Although haredi women have always worked outside of their homes, the Israeli haredi community, unlike the haredi communities in America and Europe, developed into a society that values a life of study above all other life activities for men.
Numerous studies, from the recent Trachtenberg Committee Report, established by Prime Minister Benjamin Netanyahu after this summer’s protests, to the most recent report from the Organization for Economic Cooperation and Development have pointed to the dire consequences for the Israeli economy and society if haredi men continue this trend.
According to figures provided by the Ministry of the Interior and the Ministry of Trade and Industry, while in 2010 the haredi population in Israel made up some 10% of the general Israeli population, only some 43% of them are gainfully employed.
And haredi politicians do everything they can to keep it this way, lobbying the government for subsidies for the yeshiva learning men and blocking any attempts to enforce core curricula in their schools.
Yet Pappenheim is not alone. Poverty, the extraordinary growth of haredi society, and economic changes, including the cutback in National Insurance benefits, have created a new reality for haredi men. Since the beginning of the 1990s, increasing numbers of yeshiva students are seeking gainful employment. At a recent job fair in Jerusalem, hundreds of haredi men – many times more than the government organizers had anticipated – turned out to inquire about gainful employment.
But the road that leads out of the yeshiva and into the world of work is fraught with difficulties for these men. They must face the extremists in their own community. The transition from welfare benefits to gainful employment is financially challenging, if not impossible. The training available to them does not often prepare them for the job market. And if, after all this, they do find a job, many feel that they are rejected by the same secular society that demands that they get out and work.
Pappenheim sighs when talking about the reactions in his community to his choice. Then, as if to brush the sigh aside, he says sarcastically that he “doesn’t have the time to waste on a bunch of unemployed ignorant people.”
But he adds, speaking sadly and softly, that he has had to leave his own synagogue, because the community will no longer allow him to lead the prayers nor read from the Torah, and this is very painful for him. “I am only welcome to pray at my rabbi’s own small synagogue,” he says. “But my rabbi supports me, my wife trusts me, and my whole family agrees with me. In our community, some people are known for their extremism. I am sure I am doing a holy thing.”
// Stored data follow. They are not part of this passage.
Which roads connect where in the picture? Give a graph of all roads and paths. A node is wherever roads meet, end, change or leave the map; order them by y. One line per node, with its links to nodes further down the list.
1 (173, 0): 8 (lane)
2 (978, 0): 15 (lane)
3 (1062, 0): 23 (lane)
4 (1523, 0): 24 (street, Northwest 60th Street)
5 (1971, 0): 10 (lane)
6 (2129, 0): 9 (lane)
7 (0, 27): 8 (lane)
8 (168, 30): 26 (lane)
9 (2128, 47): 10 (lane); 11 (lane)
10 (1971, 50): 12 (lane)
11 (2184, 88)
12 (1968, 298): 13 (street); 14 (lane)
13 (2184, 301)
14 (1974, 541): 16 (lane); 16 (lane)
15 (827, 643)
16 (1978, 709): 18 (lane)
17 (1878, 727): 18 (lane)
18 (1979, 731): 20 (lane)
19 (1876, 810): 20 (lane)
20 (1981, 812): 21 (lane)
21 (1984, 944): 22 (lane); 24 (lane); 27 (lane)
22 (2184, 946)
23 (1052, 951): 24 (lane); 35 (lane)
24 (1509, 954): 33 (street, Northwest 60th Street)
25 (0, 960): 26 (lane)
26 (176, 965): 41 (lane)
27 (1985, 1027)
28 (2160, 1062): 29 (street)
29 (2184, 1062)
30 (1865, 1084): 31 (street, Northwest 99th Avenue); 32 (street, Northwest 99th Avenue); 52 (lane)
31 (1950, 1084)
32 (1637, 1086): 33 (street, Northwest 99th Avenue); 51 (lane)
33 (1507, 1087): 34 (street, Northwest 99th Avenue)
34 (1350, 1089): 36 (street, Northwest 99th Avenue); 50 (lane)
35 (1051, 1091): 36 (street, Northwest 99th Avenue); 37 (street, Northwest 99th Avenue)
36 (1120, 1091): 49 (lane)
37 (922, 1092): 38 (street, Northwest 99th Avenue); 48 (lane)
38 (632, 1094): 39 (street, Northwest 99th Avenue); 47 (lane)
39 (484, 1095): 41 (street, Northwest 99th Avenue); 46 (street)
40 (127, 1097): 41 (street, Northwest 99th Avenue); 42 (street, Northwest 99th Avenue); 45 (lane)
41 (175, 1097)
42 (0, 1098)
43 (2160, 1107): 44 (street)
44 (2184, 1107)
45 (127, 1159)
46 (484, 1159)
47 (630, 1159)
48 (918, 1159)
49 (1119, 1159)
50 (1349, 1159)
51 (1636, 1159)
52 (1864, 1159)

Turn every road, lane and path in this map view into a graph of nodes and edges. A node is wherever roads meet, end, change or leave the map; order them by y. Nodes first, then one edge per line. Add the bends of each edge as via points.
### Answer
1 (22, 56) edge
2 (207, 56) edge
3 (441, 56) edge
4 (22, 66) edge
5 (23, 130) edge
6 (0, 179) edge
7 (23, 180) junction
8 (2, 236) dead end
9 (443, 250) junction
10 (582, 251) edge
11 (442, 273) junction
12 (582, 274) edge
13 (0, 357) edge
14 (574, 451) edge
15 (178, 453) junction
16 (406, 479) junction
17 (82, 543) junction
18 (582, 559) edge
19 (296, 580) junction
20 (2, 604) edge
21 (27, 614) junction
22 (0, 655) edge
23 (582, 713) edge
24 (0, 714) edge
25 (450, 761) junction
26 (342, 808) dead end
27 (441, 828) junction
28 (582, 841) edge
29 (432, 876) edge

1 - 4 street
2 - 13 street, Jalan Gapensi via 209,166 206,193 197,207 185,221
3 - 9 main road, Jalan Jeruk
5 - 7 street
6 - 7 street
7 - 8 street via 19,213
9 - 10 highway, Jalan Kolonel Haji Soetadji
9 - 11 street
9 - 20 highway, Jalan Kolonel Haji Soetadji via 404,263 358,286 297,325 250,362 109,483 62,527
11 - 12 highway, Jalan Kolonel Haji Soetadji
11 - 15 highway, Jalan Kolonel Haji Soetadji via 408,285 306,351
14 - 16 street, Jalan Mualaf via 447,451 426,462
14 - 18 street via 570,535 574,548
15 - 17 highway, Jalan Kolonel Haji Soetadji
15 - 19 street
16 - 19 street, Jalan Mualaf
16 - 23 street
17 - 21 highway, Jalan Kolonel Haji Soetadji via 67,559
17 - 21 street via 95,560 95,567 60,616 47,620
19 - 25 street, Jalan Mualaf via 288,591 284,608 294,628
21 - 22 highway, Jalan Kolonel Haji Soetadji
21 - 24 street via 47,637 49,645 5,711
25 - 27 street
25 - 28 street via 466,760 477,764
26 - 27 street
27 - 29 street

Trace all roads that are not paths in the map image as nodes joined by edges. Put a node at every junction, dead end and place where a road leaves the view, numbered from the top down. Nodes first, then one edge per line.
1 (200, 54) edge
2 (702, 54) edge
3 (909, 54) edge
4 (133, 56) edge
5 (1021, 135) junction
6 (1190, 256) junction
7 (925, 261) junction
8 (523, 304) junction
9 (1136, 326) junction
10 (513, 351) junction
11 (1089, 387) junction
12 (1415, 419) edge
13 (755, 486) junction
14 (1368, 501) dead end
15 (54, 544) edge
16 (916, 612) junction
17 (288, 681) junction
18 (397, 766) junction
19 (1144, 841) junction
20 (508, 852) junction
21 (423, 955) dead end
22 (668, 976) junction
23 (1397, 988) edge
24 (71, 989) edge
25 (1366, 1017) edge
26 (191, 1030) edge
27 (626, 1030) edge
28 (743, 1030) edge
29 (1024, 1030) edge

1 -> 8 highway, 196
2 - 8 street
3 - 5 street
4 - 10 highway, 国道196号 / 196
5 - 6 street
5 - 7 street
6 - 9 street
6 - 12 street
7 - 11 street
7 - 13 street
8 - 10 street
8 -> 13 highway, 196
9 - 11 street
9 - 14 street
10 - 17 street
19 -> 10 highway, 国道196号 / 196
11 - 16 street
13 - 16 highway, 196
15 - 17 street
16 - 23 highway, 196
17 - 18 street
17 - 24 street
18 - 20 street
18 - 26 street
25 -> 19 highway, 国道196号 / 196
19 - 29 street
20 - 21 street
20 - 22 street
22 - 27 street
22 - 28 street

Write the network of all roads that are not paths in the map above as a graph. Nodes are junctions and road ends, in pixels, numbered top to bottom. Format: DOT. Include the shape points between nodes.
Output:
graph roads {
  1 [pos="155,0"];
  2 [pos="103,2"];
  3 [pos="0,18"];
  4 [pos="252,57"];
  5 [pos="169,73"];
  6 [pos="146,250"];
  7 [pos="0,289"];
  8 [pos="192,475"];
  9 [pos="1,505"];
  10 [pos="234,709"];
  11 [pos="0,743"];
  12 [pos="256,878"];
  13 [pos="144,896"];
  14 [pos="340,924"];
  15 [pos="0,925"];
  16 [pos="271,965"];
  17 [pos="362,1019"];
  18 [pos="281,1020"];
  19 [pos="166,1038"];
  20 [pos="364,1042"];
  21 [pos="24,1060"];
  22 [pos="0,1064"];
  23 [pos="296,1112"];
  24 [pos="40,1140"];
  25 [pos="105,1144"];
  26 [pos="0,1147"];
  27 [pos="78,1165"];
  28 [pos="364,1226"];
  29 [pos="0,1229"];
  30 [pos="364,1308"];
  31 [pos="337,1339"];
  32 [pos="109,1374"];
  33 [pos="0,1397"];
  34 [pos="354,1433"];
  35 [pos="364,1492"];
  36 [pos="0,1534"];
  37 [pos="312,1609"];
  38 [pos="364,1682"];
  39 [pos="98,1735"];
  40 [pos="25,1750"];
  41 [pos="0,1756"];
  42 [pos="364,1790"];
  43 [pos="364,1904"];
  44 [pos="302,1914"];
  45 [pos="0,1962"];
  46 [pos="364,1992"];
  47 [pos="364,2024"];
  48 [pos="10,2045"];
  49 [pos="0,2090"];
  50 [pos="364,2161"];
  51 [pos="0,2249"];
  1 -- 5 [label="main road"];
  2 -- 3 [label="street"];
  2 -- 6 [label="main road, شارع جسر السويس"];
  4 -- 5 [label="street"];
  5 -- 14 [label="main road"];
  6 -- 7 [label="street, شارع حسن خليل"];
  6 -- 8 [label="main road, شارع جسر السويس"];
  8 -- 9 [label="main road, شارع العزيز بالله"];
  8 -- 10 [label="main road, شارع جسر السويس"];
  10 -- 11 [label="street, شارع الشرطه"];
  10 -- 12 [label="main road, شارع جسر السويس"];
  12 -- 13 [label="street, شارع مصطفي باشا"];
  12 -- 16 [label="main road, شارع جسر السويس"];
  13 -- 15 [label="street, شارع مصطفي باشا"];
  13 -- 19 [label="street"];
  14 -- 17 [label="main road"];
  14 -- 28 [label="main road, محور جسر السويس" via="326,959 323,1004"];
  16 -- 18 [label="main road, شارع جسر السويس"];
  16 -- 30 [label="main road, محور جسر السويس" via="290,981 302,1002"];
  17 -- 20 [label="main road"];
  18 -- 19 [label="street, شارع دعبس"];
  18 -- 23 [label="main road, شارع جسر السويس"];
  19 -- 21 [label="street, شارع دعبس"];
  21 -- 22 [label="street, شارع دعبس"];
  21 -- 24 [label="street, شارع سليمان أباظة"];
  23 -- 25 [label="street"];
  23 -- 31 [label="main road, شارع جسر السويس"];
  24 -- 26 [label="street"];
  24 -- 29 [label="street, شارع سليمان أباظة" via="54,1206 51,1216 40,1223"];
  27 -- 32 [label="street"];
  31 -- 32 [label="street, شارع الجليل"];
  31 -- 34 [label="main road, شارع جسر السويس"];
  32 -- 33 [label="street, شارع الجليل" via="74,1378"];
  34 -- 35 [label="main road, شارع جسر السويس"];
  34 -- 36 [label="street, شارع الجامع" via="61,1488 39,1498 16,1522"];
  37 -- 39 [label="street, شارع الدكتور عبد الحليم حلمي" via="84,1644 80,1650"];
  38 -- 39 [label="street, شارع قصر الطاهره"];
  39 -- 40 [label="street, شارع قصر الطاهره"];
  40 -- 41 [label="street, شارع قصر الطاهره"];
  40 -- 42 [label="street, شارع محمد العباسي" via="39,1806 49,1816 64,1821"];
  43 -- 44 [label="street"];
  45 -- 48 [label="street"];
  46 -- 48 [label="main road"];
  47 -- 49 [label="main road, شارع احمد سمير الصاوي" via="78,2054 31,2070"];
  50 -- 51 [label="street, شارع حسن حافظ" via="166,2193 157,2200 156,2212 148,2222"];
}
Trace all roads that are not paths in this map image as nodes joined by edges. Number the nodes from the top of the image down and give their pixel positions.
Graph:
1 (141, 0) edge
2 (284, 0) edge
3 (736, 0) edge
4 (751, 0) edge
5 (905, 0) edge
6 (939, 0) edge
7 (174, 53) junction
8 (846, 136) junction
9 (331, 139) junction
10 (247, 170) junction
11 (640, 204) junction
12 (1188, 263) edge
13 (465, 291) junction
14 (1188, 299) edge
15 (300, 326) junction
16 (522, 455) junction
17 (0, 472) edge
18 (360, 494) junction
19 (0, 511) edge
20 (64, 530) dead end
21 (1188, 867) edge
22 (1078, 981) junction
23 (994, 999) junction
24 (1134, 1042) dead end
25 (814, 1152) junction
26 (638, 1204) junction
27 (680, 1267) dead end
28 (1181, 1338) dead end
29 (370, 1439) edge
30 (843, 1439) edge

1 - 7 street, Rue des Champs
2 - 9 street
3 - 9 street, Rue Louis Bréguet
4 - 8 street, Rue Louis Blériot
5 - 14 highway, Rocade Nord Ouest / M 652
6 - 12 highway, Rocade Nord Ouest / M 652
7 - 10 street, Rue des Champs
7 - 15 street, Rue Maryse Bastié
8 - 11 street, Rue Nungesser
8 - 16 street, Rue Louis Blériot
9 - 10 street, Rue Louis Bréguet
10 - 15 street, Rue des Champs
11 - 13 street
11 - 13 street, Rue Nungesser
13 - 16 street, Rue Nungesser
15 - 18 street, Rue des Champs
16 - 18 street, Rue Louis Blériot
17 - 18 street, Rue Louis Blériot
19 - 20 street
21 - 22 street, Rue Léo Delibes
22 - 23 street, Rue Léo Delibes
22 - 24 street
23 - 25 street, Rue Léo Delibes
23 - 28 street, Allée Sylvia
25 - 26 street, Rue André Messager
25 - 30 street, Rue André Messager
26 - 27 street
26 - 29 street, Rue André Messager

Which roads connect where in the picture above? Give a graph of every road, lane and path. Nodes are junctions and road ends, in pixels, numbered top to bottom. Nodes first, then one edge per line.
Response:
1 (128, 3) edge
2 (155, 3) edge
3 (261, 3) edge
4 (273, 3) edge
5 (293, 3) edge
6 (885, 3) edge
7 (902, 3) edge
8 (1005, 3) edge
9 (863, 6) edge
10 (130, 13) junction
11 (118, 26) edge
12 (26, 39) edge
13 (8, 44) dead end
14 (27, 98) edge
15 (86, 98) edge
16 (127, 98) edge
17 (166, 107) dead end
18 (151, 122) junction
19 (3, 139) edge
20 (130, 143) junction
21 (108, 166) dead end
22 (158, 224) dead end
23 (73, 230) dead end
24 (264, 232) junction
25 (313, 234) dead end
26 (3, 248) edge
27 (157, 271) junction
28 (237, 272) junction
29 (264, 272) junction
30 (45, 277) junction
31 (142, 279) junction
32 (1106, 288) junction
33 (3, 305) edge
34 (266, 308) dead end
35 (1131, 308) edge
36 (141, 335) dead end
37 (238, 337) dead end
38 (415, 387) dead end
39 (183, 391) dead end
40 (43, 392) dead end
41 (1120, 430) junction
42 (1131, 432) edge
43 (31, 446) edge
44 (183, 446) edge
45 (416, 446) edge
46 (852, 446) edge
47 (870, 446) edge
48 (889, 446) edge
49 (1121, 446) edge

The growth of the “community of scholars” is largely attributed to Rabbi Abraham Yeshaya Karlitz, popularly known as the Hazon Ish (“the man of vision”), who died in 1953, but whose influence has extended well beyond the first years of the creation of the state. According to a 1952 agreement between then-prime minister David Ben-Gurion and the Hazon Ish, who was motivated to replenish the world of Torah scholars annihilated by the Holocaust, the state agreed to allow especially promising scholars to declare that the “study of Torah is their vocation,” entitling them to extensive public benefits and subsidies, and exemption from compulsory military service.
However, because their study was meant to be full-time, most of them were unable to obtain any kind of professional training. And thus, for decades, haredi men married early (by the age of 22) and raised, on the average, 7 or more children, but had no means to support these large families.
Although officially forbidden to do so, “over the years, most of the graduates of these yeshivot went to work at some point,” says Betzalel Cohen, presently a student at the Mandel Institute for Educational Leadership, a graduate of a haredi yeshiva and one of the leaders of the move to enter into remunerated, productive work. “But they largely worked at what are referred to as ‘religious jobs’ – they were rabbis, kashrut supervisers, teachers in yeshivas, and so forth… But the numbers of yeshiva scholars grew faster than the general haredi population, so over the years, there were simply no such jobs left for them.”
Furthermore, Cohen notes, the pensions for the religious jobs were not wellorganized, and the men did not retire until as late as 80 years old. Thus, he says, “the great revolution has been from working within the ultra-Orthodox community to working outside the community, and not from no work to work.”
“There is no doubt that the terrible poverty has facilitated the decision taken by hundreds and thousands of haredi men to go to study and work,” agrees Dr. Dan Kaufmann, a sociologist at the Hebrew University and a researcher at the Jerusalem Institute for Israel Studies.
Indeed, over the past 15 years, there has been a tremendous increase in the number of haredi men who have either left the yeshivas or drastically reduced the hours they spend studying there, in order to pursue professional training or study at academic colleges. Thousands of haredi men have chosen to take up a trade, ranging from professional driving to graphic arts, or to study in academic programs created especially for haredi men and their religious needs (including strict gender separation) in academic colleges.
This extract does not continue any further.